Joe Hampton and Alani Moore were having fun with a basketball in the DeMatha Catholic High School gymnasium a couple weeks ago, launching half-court shots and underhand shots from beyond the 3-point line — any form of trick shot — until Victor Oladipo came over and lightly scolded the pair of up-and-coming Stags.
“You can’t use that ball,” Oladipo said with a straight face, uncharacteristic of the amiable former DeMatha and Indiana University standout and recent Orlando Magic NBA Draft lottery pick. Confused, Hampton looked down at the ball and twirled it around, unsure of why exactly it was he couldn’t shoot around with it.

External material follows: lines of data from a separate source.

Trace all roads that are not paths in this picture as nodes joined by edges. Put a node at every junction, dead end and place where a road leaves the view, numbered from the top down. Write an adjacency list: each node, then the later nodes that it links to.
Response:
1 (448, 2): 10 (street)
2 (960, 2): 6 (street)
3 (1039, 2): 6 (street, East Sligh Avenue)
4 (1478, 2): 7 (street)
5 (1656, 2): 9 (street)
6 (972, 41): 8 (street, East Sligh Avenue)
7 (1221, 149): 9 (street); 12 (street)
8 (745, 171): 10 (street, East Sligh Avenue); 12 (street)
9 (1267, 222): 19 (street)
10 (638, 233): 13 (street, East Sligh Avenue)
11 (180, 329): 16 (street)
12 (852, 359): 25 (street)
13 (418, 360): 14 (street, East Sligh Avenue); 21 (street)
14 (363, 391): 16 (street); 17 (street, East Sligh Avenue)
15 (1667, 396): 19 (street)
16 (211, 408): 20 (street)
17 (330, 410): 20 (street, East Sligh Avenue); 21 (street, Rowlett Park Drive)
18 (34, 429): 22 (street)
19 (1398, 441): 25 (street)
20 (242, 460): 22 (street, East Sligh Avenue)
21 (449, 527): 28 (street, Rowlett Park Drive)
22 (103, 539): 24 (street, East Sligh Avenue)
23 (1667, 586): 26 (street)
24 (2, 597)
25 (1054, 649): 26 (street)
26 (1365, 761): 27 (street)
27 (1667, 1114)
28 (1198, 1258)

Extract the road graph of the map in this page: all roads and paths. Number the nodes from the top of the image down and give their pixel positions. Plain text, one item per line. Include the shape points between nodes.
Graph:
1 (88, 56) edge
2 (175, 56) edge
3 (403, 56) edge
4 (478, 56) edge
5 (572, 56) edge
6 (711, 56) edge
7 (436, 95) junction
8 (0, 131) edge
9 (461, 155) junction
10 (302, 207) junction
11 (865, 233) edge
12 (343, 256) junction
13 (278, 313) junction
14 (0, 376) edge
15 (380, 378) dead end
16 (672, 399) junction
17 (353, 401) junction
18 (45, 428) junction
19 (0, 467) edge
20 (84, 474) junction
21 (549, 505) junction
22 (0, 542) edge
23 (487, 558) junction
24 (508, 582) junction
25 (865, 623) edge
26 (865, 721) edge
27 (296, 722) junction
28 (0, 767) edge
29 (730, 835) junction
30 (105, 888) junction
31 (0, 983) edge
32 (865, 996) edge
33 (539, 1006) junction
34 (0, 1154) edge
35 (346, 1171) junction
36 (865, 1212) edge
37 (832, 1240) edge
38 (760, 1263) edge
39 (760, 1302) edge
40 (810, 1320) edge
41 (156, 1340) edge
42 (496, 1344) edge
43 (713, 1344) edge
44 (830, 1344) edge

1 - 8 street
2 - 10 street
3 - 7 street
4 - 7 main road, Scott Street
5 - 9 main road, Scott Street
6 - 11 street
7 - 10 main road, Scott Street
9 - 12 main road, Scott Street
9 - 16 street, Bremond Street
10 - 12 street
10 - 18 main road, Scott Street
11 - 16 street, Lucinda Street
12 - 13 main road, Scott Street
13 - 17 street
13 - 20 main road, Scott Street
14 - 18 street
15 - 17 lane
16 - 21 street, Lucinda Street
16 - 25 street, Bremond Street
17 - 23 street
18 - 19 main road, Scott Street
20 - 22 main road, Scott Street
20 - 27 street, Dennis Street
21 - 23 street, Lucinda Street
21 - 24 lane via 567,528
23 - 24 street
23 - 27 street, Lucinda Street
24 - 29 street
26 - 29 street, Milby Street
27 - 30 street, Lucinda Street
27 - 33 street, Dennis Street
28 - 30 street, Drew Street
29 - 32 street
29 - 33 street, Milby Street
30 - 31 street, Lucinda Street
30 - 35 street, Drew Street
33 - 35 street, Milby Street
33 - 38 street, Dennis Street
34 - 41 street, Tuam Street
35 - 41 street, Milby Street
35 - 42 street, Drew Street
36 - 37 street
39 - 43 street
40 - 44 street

“Nah,” Oladipo said, though only joking now. “That ain’t Nike. You gotta use a Nike.”
This might seem like a perplexing scene to many unfamiliar with Oladipo or his past allegiances. After all, at the time, Oladipo had not yet been drafted. He had yet to accept an endorsement deal or sign on with any of basketball’s biggest companies. But to those who have known Oladipo for some time, says Team Takeover coach Keith Stevens, this wasn’t unusual at all.
What anybody in Kathy and Morgan Wootten Gymnasium witnessed that day is called brand loyalty. Oladipo’s has been building since the day he joined Team Takeover, a Nike-sponsored Amateur Athletic Union team. Through Takeover, Oladipo and his teammates received free backpacks, uniforms, shorts, shirts, socks — anything the kids needed that could be basketball related, and sometimes not even that. All they had to do was show off the Nike swoosh.
“I’ll tell you what,” Potomac High coach Renard Johnson said. “This obviously wasn’t that when I played. When I got back into coaching I honestly did not know how big it had become. Because I wasn’t into coaching, I didn’t have an appreciation for it.”
There are two very different ways to view Nike and other companies’ interests in youth sports and their complimentary-style of advertising in youth basketball. Under Armour provides similar services to the world-class AAU team, D.C. Assault, and Adidas has dipped into the local talent as well. One could see this as a public service.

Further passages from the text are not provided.